On March 31, 2015, the nominees for the 42nd annual Daytime Emmy Awards were announced, with Super Show! earning nominations for Best SFX Mixer (Blaine Stewart) and Best Stunt Coordinator (Braxton McAllister).

On June 27, 2015, The Aquabats screened the entire first season of Super Show! before a sold-out crowd at the Frida Cinema in downtown Santa Ana, which was accompanied by a live performance by the band and Q&A sessions with The Aquabats and numerous members of the cast and crew. A similar presentation of the entire second season – including the three additional specials – took place at The Art Theater in Long Beach on December 16, 2017, coinciding with the release of the second season Blu-ray.

===Bring Back The Aquabats! Kickstarter campaign===
Following weeks of teasing a major announcement, The Aquabats launched a Kickstarter campaign on July 31, 2018 to help finance the return of The Aquabats! Super Show! as well as new studio albums from the band at a minimum projected cost of $1.1 million. The Aquabats promoted their campaign with a video featuring a slew of celebrity cameos, including Super Show! guest stars "Weird Al" Yankovic, Robert Smigel (as Triumph the Insult Comic Dog), Matt Chapman (as Homestar Runner and Strong Bad), former Aquabats member Travis Barker, Adrian Young, Tom Dumont, Oscar Nunez, Kate Micucci, Blake Anderson, Imagine Dragons, Felicia Day and Tom Lennon, all of whom appeared in The Aquabats' trademark uniforms and spoke the Kickstarter's promotional slogan "I am The Aquabats"/"We are The Aquabats". Most prominently featured, however, was comedian Jack Black, who was later confirmed by the campaign's press releases to act as executive producer for the series' return.
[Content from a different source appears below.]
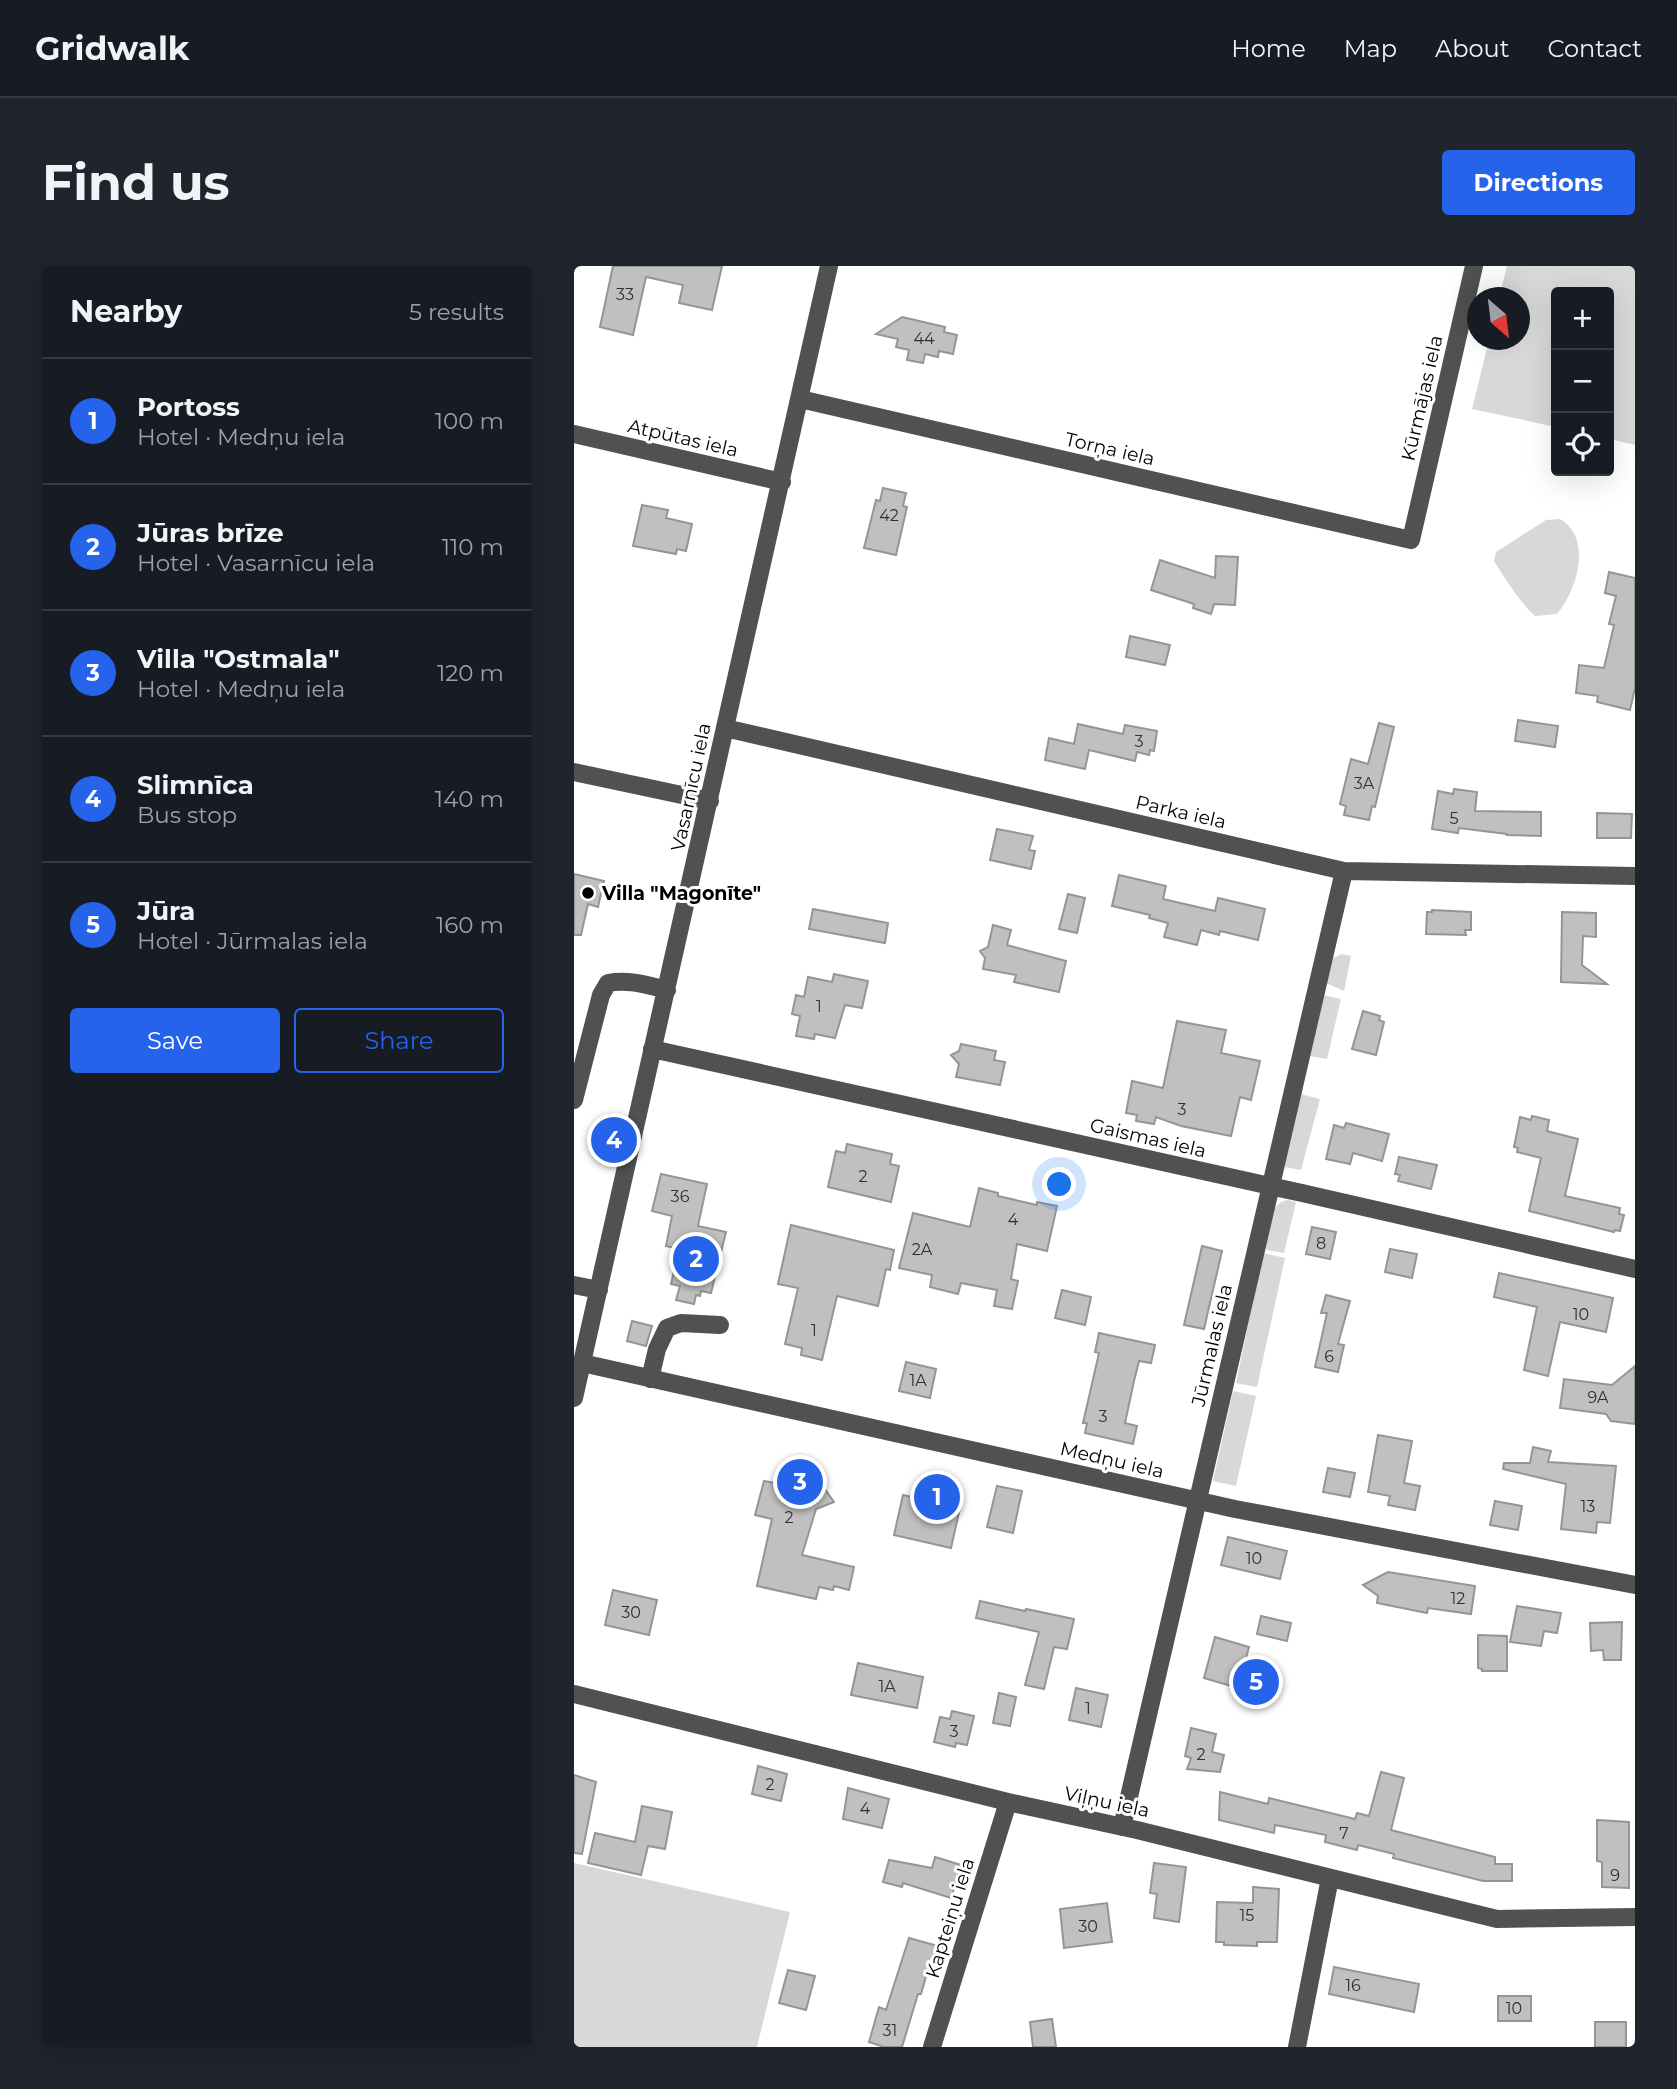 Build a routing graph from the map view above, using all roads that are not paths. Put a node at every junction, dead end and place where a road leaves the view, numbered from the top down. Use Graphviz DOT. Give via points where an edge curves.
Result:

Along with their Kickstarter, the band began releasing a series of Super Show! "mini-episodes", depicting the MC Bat Commander's metafictional quest to reunite the estranged Aquabats following the series' cancellation. The band confirmed that as the Kickstarter progresses, further "mini-episodes" will be released to both promote the campaign as well as act as a continuation of Super Show!.

By August 28, mere days before the campaign's end date of September 1, The Aquabats' Kickstarter had raised only $601,629 of its projected $1.1 million goal. The funding was subsequently cancelled and the campaign was rebooted the same day with a smaller goal of $100,000 to instead finance one new album and the continued production of the Super Show!! "mini-episodes". The project's goal was met within minutes.

==Music==

Original music for The Aquabats! Super Show! was primarily composed and performed by The Aquabats themselves, with additional scoring on most episodes provided by Matthew Gorney, Warren Fitzgerald or individual credits for Aquabats members James R. Briggs, Jr., Richard Falomir and Ian Fowles. Fitzgerald, guitarist for punk rock band The Vandals and former member of Oingo Boingo, acted as the series' music supervisor. The theme song to Super Show!, "Super Show Theme Song!", was co-written by The Aquabats and Fitzgerald.
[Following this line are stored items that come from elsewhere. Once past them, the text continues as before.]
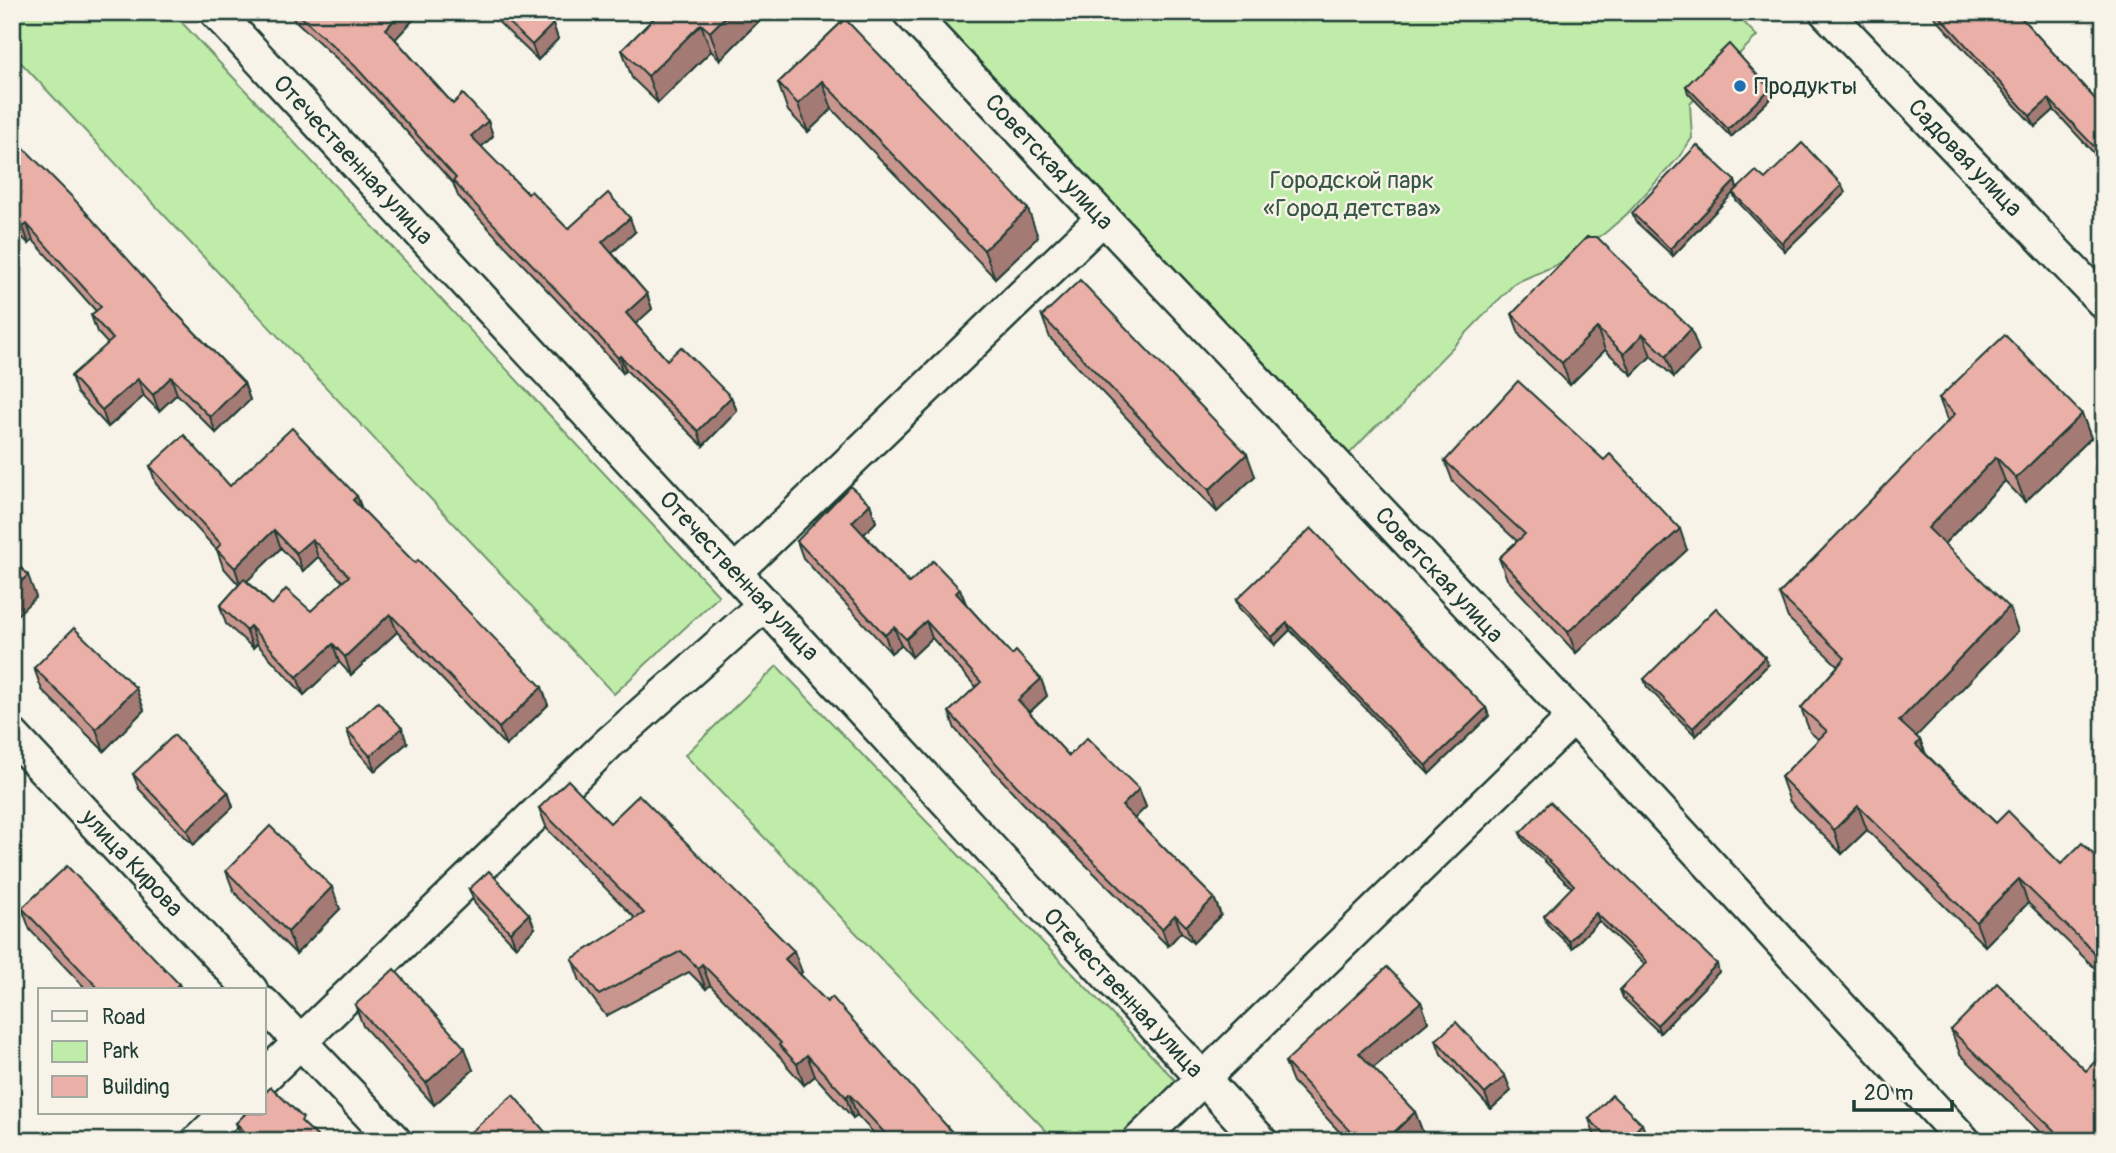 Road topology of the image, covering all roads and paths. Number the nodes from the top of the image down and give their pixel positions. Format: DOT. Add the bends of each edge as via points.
graph roads {
  1 [pos="216,12"];
  2 [pos="909,12"];
  3 [pos="1826,12"];
  4 [pos="1102,219"];
  5 [pos="2104,303"];
  6 [pos="735,572"];
  7 [pos="765,604"];
  8 [pos="1574,717"];
  9 [pos="12,735"];
  10 [pos="249,988"];
  11 [pos="266,1006"];
  12 [pos="300,1042"];
  13 [pos="266,1075"];
  14 [pos="1203,1079"];
  15 [pos="226,1114"];
  16 [pos="198,1141"];
  17 [pos="395,1141"];
  18 [pos="1139,1141"];
  19 [pos="1261,1141"];
  20 [pos="1965,1141"];
  1 -- 6 [label="street, Отечественная улица"];
  2 -- 4 [label="street, Советская улица"];
  3 -- 5 [label="street, Садовая улица"];
  4 -- 6 [label="street"];
  4 -- 8 [label="street, Советская улица"];
  6 -- 7 [label="street, Отечественная улица"];
  7 -- 12 [label="street" via="609,743"];
  7 -- 14 [label="street, Отечественная улица"];
  8 -- 14 [label="street"];
  8 -- 20 [label="street, Советская улица"];
  9 -- 10 [label="street, улица Кирова"];
  11 -- 12 [label="street"];
  12 -- 13 [label="street"];
  12 -- 17 [label="street"];
  14 -- 18 [label="street"];
  14 -- 19 [label="street, Отечественная улица"];
  15 -- 16 [label="street"];
}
Whereas most musically oriented shows like The Monkees typically break the narrative of an episode for a music video performance of a standalone song, each episode of Super Show! typically features one or two unique songs that tied directly into the plot, usually about and performed during the events of a particular scene. Most of these songs are rather brief, averaging a running time of just under a minute; Jacobs stated that many of the show's original songs were recorded as full-length pieces but trimmed down for inclusion in an episode, simply due to the show "trying to pack so much into 22 minutes".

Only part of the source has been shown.